> **The problem**
Would you restate each line of the data below word for word, without its pictures?

(Items from a dataset)

--

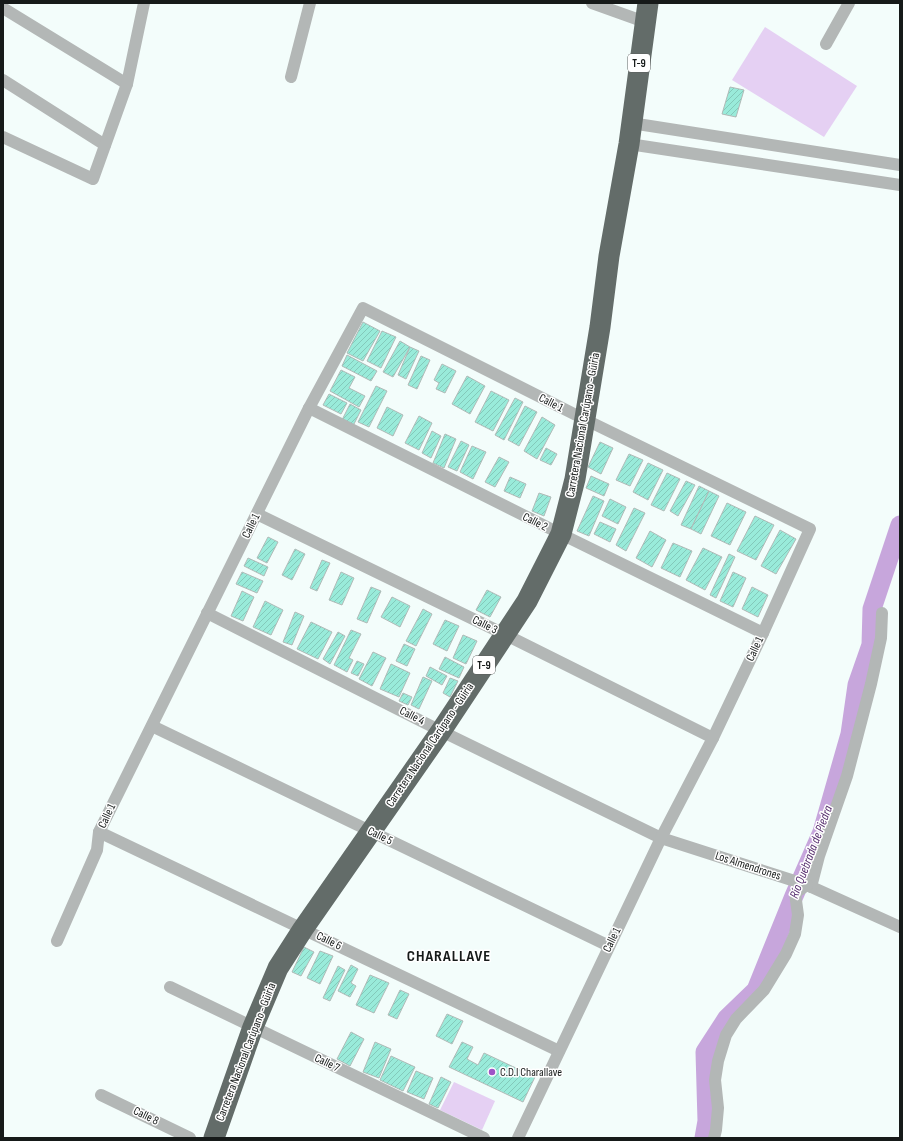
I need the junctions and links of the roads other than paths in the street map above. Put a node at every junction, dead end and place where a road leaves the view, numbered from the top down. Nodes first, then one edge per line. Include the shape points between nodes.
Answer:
1 (144, 3) edge
2 (310, 3) edge
3 (592, 3) edge
4 (849, 3) edge
5 (3, 8) edge
6 (646, 12) edge
7 (826, 44) dead end
8 (291, 77) dead end
9 (3, 80) edge
10 (127, 84) junction
11 (631, 123) junction
12 (3, 137) edge
13 (629, 144) junction
14 (105, 145) junction
15 (900, 165) edge
16 (900, 185) edge
17 (308, 408) junction
18 (584, 419) junction
19 (257, 514) junction
20 (561, 534) junction
21 (207, 613) junction
22 (882, 613) dead end
23 (763, 632) junction
24 (504, 634) junction
25 (152, 726) junction
26 (441, 731) junction
27 (713, 738) junction
28 (371, 831) junction
29 (99, 832) junction
30 (661, 838) junction
31 (809, 886) junction
32 (900, 927) edge
33 (303, 929) junction
34 (57, 941) dead end
35 (609, 946) junction
36 (170, 987) dead end
37 (253, 1027) junction
38 (559, 1051) junction
39 (101, 1095) dead end
40 (190, 1138) edge
41 (214, 1138) edge
42 (484, 1138) edge
43 (518, 1138) edge
44 (714, 1138) edge

1 - 10 street
2 - 8 street
3 - 6 street
4 - 7 street
5 - 10 street
6 - 11 highway, Carretera Nacional Carúpano - Güiria / T-9
9 - 14 street
10 - 14 street
11 - 13 highway, Carretera Nacional Carúpano - Güiria / T-9
11 - 15 street
12 - 14 street via 93,179
13 - 16 street
13 - 18 highway, Carretera Nacional Carúpano - Güiria / T-9 via 608,256 600,327
17 - 18 street, Calle 1 via 363,308
17 - 19 street, Calle 1
17 - 20 street, Calle 2
18 - 20 highway, Carretera Nacional Carúpano - Güiria / T-9 via 575,479
18 - 23 street, Calle 1 via 810,529
19 - 21 street, Calle 1
19 - 24 street, Calle 3
20 - 23 street, Calle 2
20 - 24 highway, Carretera Nacional Carúpano - Güiria / T-9 via 526,601
21 - 25 street, Calle 1
21 - 26 street, Calle 4
22 - 31 street via 881,638 847,776
23 - 27 street, Calle 1
24 - 26 highway, Carretera Nacional Carúpano - Güiria / T-9
24 - 27 street, Calle 3
25 - 28 street, Calle 5
25 - 29 street, Calle 1
26 - 28 highway, Carretera Nacional Carúpano - Güiria / T-9
26 - 30 street, Calle 4
27 - 30 street, Calle 1
28 - 33 highway, Carretera Nacional Carúpano - Güiria / T-9
28 - 35 street, Calle 5
29 - 33 street, Calle 6
29 - 34 street, Calle 1 via 97,850
30 - 31 street, Los Almendrones
30 - 35 street, Calle 1
31 - 32 street, Los Almendrones
31 - 44 street via 795,893 798,915 795,934 786,954 764,990 736,1019 726,1034 715,1080 718,1108
33 - 37 highway, Carretera Nacional Carúpano - Güiria / T-9 via 278,968
33 - 38 street, Calle 6
35 - 38 street, Calle 1
36 - 37 street, Calle 7
37 - 41 highway, Carretera Nacional Carúpano - Güiria / T-9
37 - 42 street, Calle 7
38 - 43 street, Calle 1
39 - 40 street, Calle 8

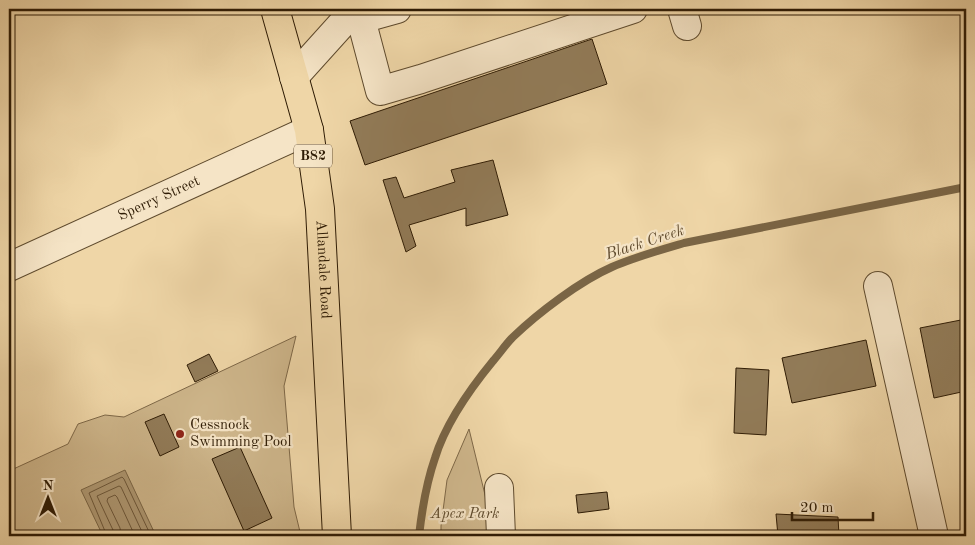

--

> **Answer to the problem**
I need the junctions and links of the roads other than paths in the street map above. Put a node at every junction, dead end and place where a road leaves the view, numbered from the top down. Nodes first, then one edge per line. Include the shape points between nodes.
Answer:
1 (144, 3) edge
2 (310, 3) edge
3 (592, 3) edge
4 (849, 3) edge
5 (3, 8) edge
6 (646, 12) edge
7 (826, 44) dead end
8 (291, 77) dead end
9 (3, 80) edge
10 (127, 84) junction
11 (631, 123) junction
12 (3, 137) edge
13 (629, 144) junction
14 (105, 145) junction
15 (900, 165) edge
16 (900, 185) edge
17 (308, 408) junction
18 (584, 419) junction
19 (257, 514) junction
20 (561, 534) junction
21 (207, 613) junction
22 (882, 613) dead end
23 (763, 632) junction
24 (504, 634) junction
25 (152, 726) junction
26 (441, 731) junction
27 (713, 738) junction
28 (371, 831) junction
29 (99, 832) junction
30 (661, 838) junction
31 (809, 886) junction
32 (900, 927) edge
33 (303, 929) junction
34 (57, 941) dead end
35 (609, 946) junction
36 (170, 987) dead end
37 (253, 1027) junction
38 (559, 1051) junction
39 (101, 1095) dead end
40 (190, 1138) edge
41 (214, 1138) edge
42 (484, 1138) edge
43 (518, 1138) edge
44 (714, 1138) edge

1 - 10 street
2 - 8 street
3 - 6 street
4 - 7 street
5 - 10 street
6 - 11 highway, Carretera Nacional Carúpano - Güiria / T-9
9 - 14 street
10 - 14 street
11 - 13 highway, Carretera Nacional Carúpano - Güiria / T-9
11 - 15 street
12 - 14 street via 93,179
13 - 16 street
13 - 18 highway, Carretera Nacional Carúpano - Güiria / T-9 via 608,256 600,327
17 - 18 street, Calle 1 via 363,308
17 - 19 street, Calle 1
17 - 20 street, Calle 2
18 - 20 highway, Carretera Nacional Carúpano - Güiria / T-9 via 575,479
18 - 23 street, Calle 1 via 810,529
19 - 21 street, Calle 1
19 - 24 street, Calle 3
20 - 23 street, Calle 2
20 - 24 highway, Carretera Nacional Carúpano - Güiria / T-9 via 526,601
21 - 25 street, Calle 1
21 - 26 street, Calle 4
22 - 31 street via 881,638 847,776
23 - 27 street, Calle 1
24 - 26 highway, Carretera Nacional Carúpano - Güiria / T-9
24 - 27 street, Calle 3
25 - 28 street, Calle 5
25 - 29 street, Calle 1
26 - 28 highway, Carretera Nacional Carúpano - Güiria / T-9
26 - 30 street, Calle 4
27 - 30 street, Calle 1
28 - 33 highway, Carretera Nacional Carúpano - Güiria / T-9
28 - 35 street, Calle 5
29 - 33 street, Calle 6
29 - 34 street, Calle 1 via 97,850
30 - 31 street, Los Almendrones
30 - 35 street, Calle 1
31 - 32 street, Los Almendrones
31 - 44 street via 795,893 798,915 795,934 786,954 764,990 736,1019 726,1034 715,1080 718,1108
33 - 37 highway, Carretera Nacional Carúpano - Güiria / T-9 via 278,968
33 - 38 street, Calle 6
35 - 38 street, Calle 1
36 - 37 street, Calle 7
37 - 41 highway, Carretera Nacional Carúpano - Güiria / T-9
37 - 42 street, Calle 7
38 - 43 street, Calle 1
39 - 40 street, Calle 8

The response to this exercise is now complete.